Below are some entries. Copy each line in them that holds "highway".

== Segment start ==

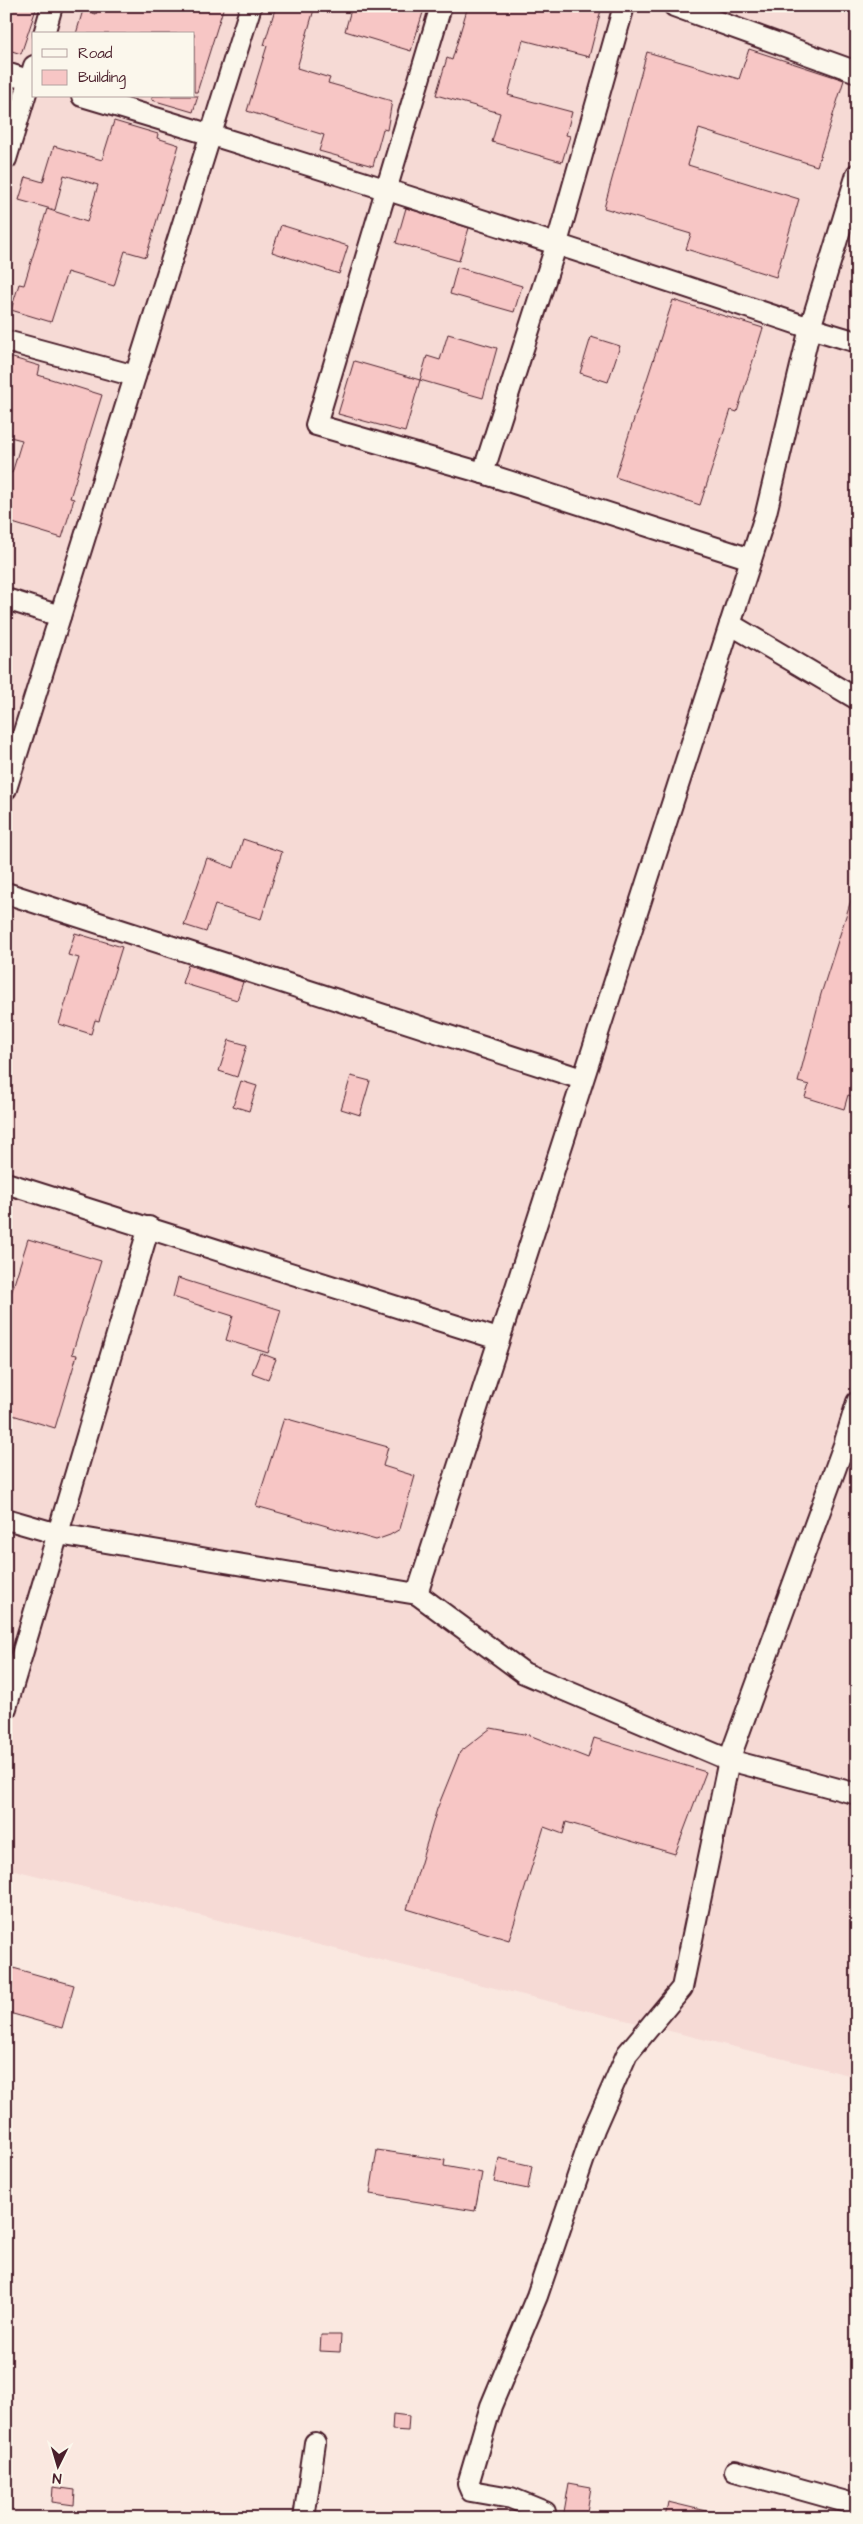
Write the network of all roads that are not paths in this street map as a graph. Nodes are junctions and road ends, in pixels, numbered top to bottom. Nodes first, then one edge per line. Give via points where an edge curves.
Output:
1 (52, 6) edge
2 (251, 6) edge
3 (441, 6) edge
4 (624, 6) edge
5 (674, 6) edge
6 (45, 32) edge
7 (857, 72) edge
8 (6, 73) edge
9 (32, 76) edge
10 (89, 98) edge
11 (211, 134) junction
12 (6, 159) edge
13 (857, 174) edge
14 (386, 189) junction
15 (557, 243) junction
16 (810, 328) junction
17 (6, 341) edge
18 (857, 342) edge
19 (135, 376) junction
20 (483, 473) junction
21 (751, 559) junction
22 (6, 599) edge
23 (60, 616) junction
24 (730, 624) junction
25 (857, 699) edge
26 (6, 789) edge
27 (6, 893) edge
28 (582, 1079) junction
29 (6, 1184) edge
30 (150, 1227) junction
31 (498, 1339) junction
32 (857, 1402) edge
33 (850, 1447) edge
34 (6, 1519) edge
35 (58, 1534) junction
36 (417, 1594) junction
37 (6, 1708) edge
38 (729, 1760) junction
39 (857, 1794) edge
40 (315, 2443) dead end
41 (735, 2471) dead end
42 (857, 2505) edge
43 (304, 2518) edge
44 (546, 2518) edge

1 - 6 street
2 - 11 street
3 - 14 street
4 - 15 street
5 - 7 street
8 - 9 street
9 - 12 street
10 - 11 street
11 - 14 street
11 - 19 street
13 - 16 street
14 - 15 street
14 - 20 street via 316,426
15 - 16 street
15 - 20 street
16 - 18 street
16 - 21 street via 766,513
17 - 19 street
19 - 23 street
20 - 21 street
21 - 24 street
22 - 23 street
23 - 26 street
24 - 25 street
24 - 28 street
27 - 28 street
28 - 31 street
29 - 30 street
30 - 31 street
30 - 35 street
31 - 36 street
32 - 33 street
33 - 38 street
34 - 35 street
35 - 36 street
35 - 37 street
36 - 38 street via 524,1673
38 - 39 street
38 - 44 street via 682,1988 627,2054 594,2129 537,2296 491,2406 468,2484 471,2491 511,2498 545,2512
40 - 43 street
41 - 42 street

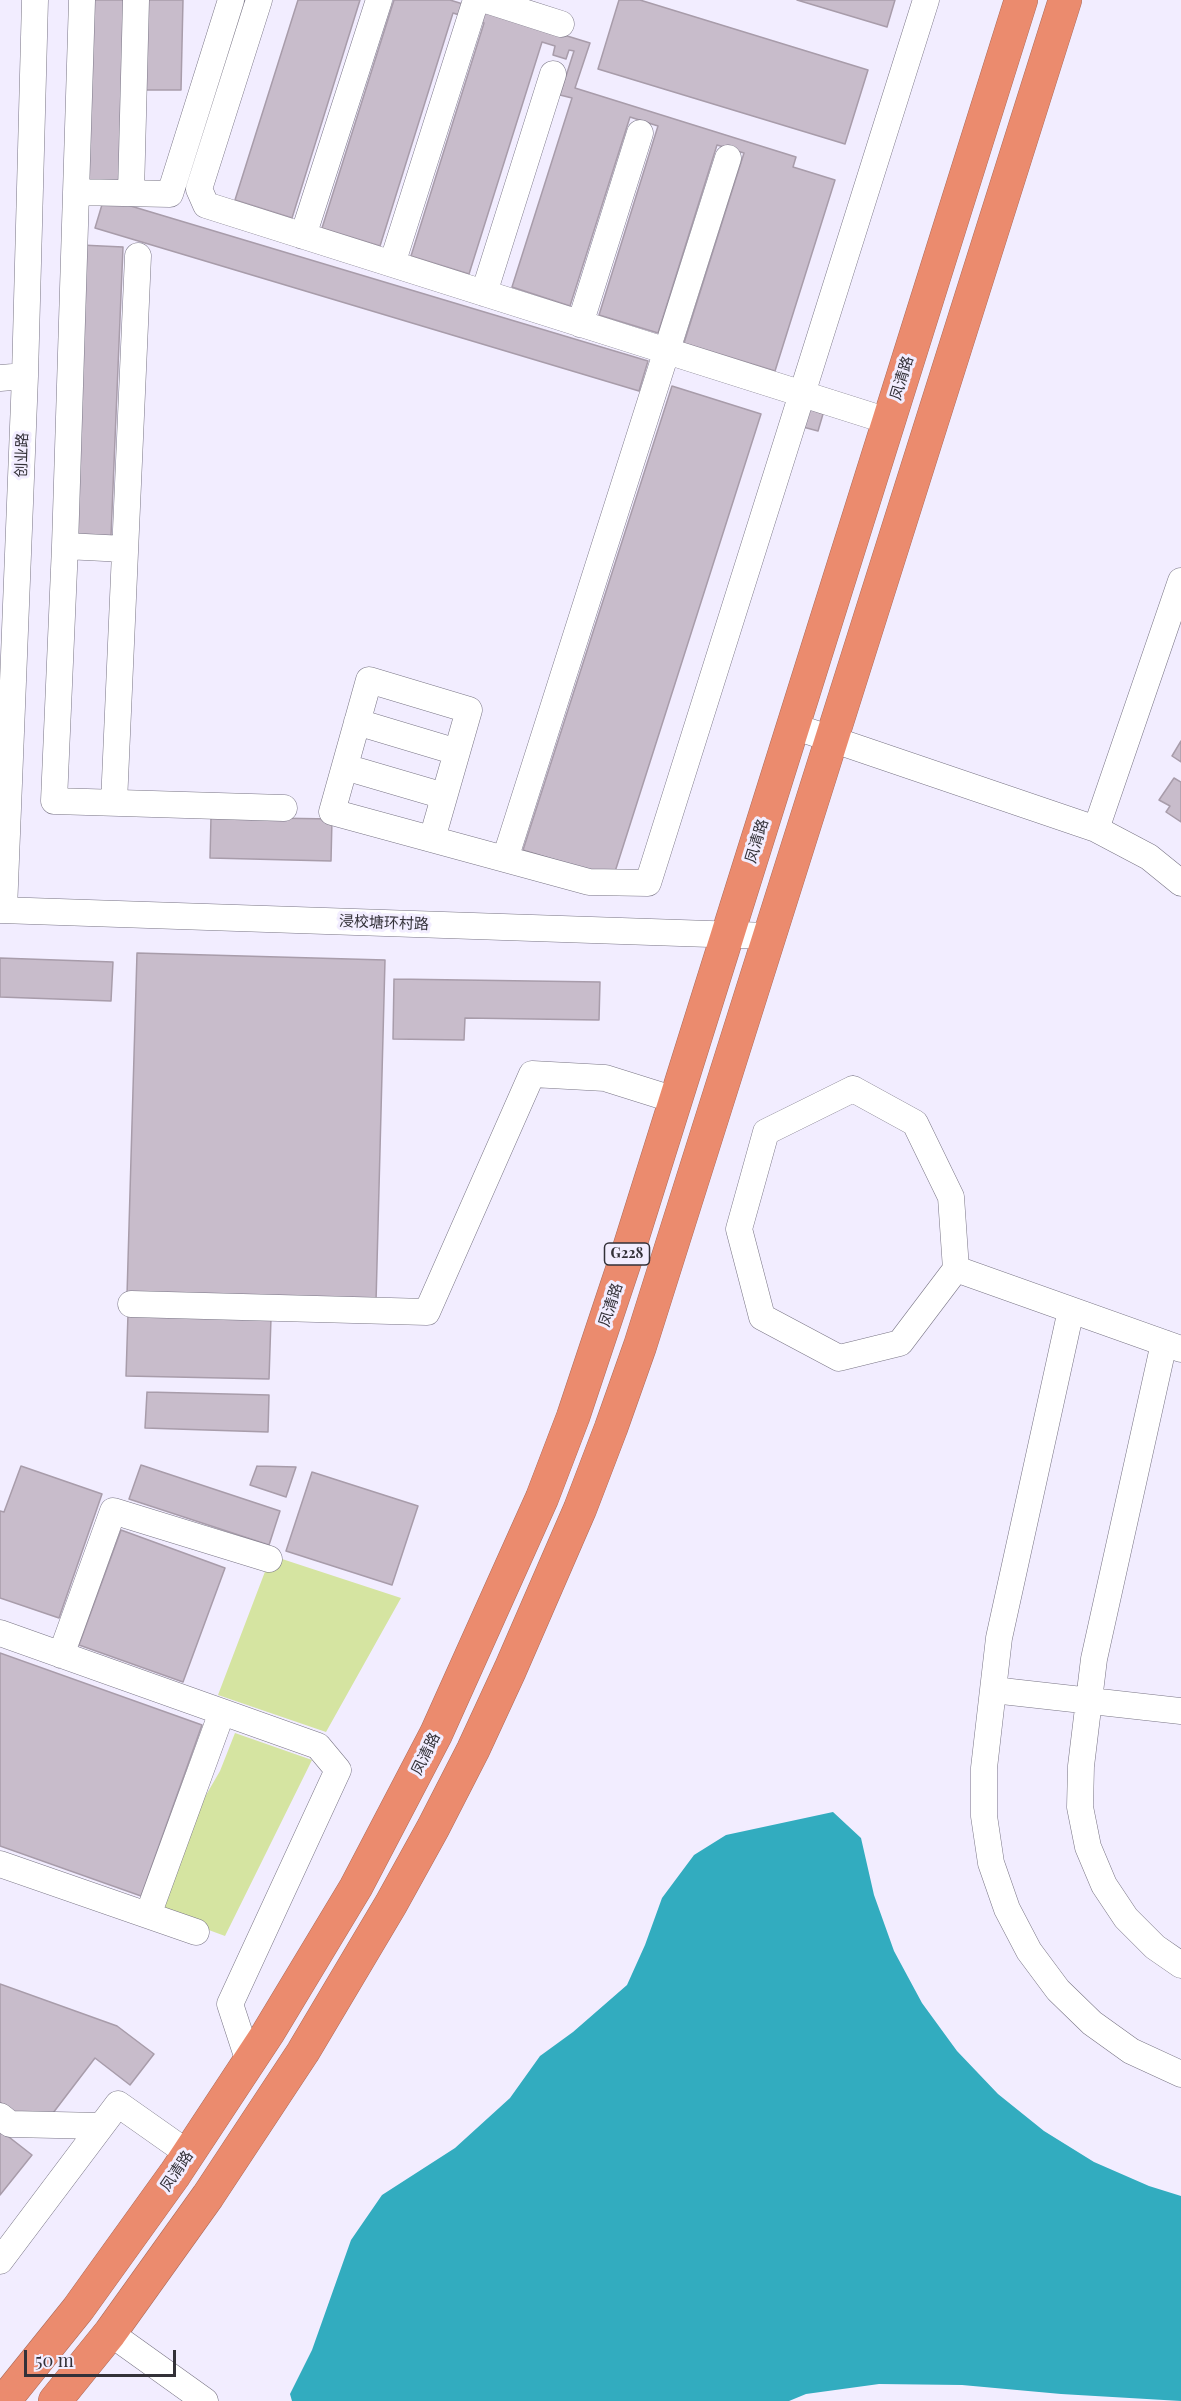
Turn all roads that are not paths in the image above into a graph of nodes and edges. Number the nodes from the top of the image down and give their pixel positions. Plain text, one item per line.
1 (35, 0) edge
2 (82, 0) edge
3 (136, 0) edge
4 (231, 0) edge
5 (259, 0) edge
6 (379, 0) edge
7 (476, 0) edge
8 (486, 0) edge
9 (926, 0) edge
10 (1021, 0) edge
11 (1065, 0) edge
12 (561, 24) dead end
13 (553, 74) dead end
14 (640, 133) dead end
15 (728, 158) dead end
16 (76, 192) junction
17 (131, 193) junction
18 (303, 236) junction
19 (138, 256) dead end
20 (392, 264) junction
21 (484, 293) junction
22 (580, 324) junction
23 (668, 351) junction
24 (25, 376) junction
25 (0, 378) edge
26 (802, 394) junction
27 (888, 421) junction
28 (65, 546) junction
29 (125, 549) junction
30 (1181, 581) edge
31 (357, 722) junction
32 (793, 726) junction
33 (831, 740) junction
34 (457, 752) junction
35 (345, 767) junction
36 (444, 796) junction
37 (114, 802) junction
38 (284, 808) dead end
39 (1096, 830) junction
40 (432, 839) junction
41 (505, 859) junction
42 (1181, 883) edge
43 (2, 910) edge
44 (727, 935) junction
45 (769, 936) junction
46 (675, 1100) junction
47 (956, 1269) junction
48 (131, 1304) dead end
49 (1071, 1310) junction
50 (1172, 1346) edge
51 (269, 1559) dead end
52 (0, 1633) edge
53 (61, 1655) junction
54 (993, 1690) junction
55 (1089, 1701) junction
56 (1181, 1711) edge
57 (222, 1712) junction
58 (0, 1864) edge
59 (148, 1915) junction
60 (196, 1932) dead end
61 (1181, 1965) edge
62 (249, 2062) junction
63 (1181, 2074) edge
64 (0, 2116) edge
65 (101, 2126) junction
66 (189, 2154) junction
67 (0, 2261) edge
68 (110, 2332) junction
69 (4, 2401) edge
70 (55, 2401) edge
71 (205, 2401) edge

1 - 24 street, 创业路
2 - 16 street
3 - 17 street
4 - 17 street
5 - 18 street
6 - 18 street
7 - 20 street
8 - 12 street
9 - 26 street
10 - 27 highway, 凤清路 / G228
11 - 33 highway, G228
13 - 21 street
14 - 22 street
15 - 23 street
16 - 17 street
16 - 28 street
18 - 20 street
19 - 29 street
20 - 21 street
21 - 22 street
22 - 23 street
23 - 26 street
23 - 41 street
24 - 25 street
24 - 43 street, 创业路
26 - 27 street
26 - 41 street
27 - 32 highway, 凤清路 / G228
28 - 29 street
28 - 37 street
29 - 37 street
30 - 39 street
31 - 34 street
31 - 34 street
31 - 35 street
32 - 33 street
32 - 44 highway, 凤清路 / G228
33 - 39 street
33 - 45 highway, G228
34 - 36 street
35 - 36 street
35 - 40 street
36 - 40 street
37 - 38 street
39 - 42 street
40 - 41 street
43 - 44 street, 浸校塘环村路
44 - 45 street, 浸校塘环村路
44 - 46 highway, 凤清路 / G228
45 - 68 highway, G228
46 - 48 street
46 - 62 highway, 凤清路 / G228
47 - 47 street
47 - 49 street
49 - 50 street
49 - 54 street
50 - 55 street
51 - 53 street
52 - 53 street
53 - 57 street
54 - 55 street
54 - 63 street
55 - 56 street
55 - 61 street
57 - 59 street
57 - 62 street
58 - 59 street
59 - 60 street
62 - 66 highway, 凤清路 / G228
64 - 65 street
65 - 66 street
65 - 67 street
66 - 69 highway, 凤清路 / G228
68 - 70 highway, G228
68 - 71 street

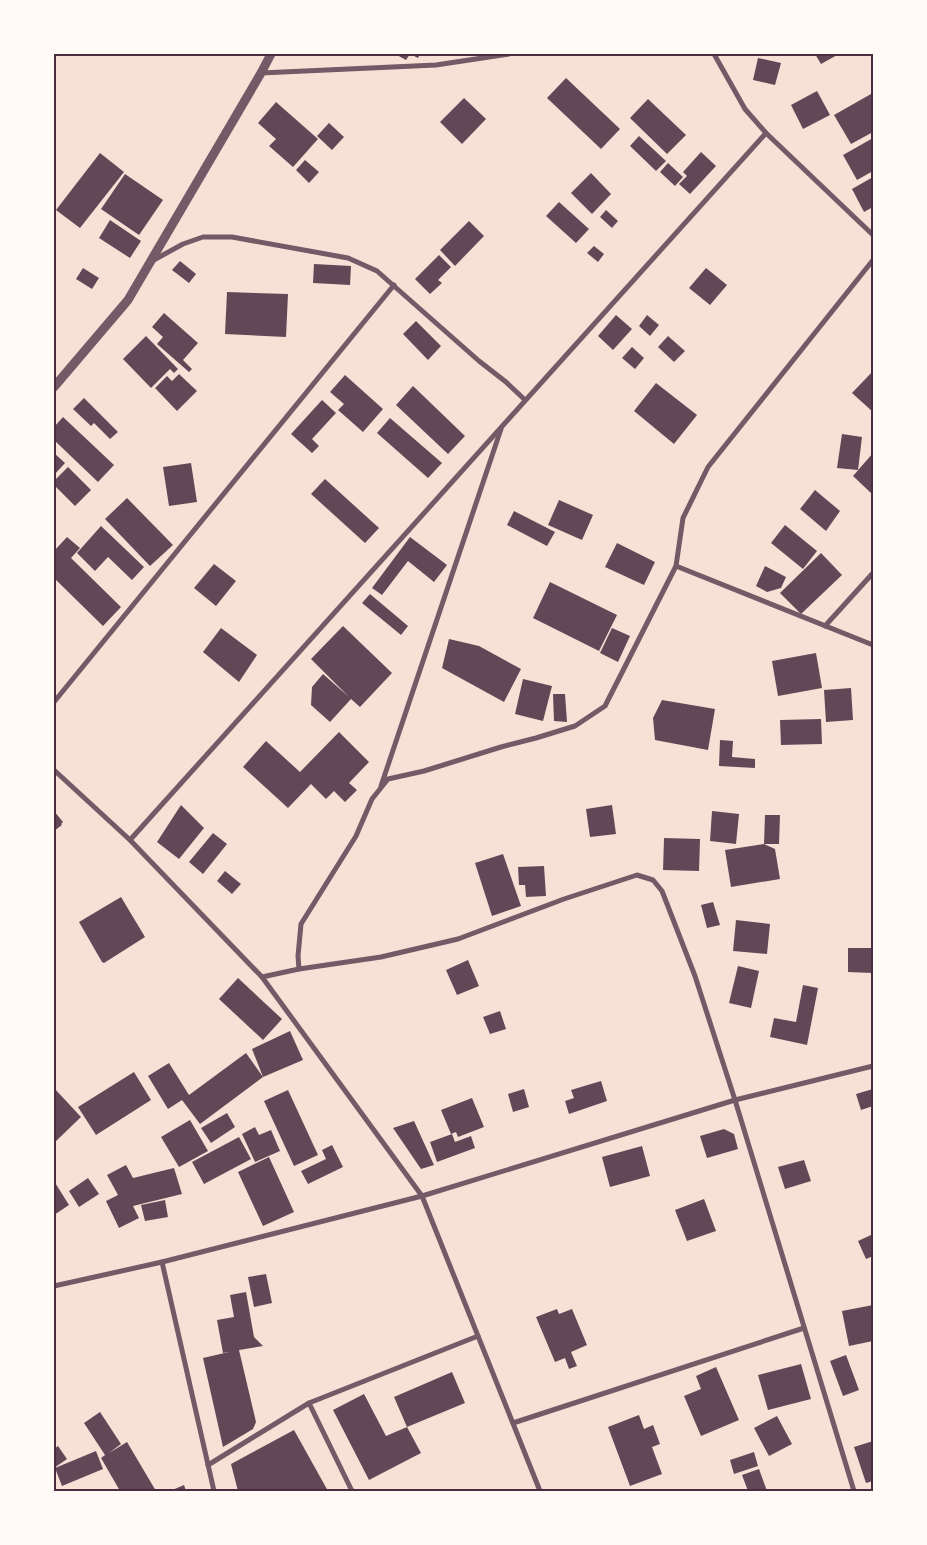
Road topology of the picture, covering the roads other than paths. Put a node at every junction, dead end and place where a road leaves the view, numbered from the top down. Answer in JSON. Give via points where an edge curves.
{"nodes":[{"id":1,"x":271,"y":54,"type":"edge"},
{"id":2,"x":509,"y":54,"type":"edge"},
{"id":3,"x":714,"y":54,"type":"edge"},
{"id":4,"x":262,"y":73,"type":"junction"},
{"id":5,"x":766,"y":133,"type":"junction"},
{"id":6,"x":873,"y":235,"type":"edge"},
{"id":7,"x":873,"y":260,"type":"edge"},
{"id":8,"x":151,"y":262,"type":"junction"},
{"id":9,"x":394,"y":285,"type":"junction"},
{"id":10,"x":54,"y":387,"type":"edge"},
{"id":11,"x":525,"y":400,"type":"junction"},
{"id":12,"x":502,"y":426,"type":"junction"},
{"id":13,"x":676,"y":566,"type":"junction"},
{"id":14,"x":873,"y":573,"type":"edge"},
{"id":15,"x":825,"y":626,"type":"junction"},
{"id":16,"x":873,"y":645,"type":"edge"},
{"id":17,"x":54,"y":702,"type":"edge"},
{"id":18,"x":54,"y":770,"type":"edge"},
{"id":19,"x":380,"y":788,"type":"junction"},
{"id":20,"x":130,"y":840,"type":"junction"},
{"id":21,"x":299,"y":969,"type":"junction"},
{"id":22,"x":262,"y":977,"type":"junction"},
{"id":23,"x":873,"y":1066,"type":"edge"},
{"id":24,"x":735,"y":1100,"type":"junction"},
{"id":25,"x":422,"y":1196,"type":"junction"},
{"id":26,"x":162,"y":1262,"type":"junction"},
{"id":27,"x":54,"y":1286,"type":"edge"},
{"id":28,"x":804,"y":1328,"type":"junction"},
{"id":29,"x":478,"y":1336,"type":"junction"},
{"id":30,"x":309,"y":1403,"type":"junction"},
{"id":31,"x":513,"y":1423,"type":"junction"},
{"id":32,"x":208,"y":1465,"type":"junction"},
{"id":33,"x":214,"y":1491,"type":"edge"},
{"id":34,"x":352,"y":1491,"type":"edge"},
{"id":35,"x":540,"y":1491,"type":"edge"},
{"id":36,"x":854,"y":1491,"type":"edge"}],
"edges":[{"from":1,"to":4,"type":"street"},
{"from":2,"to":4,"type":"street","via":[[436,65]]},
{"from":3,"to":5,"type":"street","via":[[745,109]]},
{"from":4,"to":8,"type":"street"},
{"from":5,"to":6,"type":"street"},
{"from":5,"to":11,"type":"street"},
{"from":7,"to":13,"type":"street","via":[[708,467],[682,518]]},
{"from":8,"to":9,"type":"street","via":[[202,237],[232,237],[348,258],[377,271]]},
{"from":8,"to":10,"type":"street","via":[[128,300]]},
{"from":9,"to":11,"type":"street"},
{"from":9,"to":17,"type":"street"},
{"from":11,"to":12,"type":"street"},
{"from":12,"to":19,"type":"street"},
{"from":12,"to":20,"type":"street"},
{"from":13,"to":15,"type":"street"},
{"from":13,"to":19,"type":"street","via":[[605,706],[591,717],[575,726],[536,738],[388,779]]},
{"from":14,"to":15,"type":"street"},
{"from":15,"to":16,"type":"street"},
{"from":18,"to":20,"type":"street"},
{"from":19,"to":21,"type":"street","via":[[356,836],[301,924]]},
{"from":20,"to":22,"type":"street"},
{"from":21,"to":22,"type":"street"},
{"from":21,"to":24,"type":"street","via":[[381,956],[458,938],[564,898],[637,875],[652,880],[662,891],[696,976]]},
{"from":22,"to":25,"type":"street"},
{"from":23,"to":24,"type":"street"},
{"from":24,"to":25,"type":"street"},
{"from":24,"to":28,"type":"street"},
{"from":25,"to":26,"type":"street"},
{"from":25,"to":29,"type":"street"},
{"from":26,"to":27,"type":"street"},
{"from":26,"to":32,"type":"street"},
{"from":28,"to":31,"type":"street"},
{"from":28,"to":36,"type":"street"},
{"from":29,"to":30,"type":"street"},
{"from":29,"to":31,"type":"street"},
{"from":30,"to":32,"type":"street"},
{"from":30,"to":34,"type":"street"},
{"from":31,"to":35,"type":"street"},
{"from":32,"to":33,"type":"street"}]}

== Segment end ==

■ RESULT OF THE EXERCISE:
10 - 27 highway, 凤清路 / G228
11 - 33 highway, G228
27 - 32 highway, 凤清路 / G228
32 - 44 highway, 凤清路 / G228
33 - 45 highway, G228
44 - 46 highway, 凤清路 / G228
45 - 68 highway, G228
46 - 62 highway, 凤清路 / G228
62 - 66 highway, 凤清路 / G228
66 - 69 highway, 凤清路 / G228
68 - 70 highway, G228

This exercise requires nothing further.